In this article we will look in detail at what the critical issues on the return of the rented property may be and what to do.

When a contract reaches its expiration date there is an obligation of the tenant to return the property to the landlord in a good state of repair according to the provisions of Article 1590 of the Civil Code. As a general rule, let us recall that the property should be returned by the tenant in the same condition in which it was handed over to him by the landlord, considering its natural deterioration.

In fact, it is always a good idea for the parties at the end of the contract to check that the condition of the house matches that which existed at the beginning of the lease. For this reason, a handover report, perhaps accompanied by a photographic report, is usually filled out at the conclusion of the contract, listing any pre-existing damage, breakages and defects. In some situations it may be the case that when a property is returned it has some problems and therefore its condition is different from when it was received.

However, it is important to distinguish the types of damage and situations that could occur. The asset may have deterioration due to use, or a failure to carry out maintenance work for this may be significantly damaged.

WHAT HAPPENS IF THERE IS DAMAGE TO THE LEASED PROPERTY ON RETURN?

There is a rule that if there is talk of deterioration or consumption resulting from the use of the thing, the tenant has no obligation to return the apartment in the state in which it is delivered to him. Another situation that is excluded among the cases of liability borne by the tenant is that of deterioration resulting from old age.

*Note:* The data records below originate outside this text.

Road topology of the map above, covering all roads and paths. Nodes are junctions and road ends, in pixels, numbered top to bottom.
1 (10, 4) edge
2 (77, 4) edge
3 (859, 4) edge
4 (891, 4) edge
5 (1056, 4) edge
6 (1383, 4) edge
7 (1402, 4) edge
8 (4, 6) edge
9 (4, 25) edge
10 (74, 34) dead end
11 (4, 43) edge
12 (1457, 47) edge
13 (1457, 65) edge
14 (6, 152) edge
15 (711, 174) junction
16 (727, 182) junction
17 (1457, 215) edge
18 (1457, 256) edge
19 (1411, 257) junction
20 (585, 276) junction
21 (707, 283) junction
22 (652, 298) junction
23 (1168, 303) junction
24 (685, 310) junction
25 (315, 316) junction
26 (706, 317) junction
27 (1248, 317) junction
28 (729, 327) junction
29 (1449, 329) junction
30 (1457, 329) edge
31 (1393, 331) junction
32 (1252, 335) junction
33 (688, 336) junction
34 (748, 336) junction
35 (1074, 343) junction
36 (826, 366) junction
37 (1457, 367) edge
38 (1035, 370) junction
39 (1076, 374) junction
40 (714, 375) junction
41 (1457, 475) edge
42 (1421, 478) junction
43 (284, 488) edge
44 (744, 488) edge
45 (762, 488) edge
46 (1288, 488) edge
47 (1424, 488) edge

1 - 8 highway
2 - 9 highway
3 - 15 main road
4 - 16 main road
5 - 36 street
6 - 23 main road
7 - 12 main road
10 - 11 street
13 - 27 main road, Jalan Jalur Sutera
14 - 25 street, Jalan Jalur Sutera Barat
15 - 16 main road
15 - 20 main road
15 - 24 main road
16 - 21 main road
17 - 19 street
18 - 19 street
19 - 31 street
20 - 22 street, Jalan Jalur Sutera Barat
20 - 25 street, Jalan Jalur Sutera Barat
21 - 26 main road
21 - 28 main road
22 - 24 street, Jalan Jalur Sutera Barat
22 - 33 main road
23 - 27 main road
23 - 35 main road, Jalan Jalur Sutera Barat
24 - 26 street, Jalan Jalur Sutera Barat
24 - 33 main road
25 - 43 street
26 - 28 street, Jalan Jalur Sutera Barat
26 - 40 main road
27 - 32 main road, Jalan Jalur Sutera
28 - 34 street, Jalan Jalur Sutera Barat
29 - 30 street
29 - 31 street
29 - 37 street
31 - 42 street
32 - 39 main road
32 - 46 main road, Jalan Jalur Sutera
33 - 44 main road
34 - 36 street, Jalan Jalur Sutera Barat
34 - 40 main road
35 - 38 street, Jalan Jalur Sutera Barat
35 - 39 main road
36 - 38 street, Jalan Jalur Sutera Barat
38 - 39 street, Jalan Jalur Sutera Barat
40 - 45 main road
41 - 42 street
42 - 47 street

Thus, if the damage occurred due to unavoidable and unforeseeable events, the tenant cannot be held liable if:

  • are due to normal aging of the property such as yellowing of upholstery, traces of furniture or paintings on the walls, and the presence of a few small holes in the walls;
  • the damage that resulted in the destruction or deterioration is accidental or not his fault, think of the case of a fire due to causes unrelated to the tenant.

While the above cases do not entail any kind of liability for the tenant, outside of these cases, the tenant may be held liable for loss and deterioration that occur during the course of the lease.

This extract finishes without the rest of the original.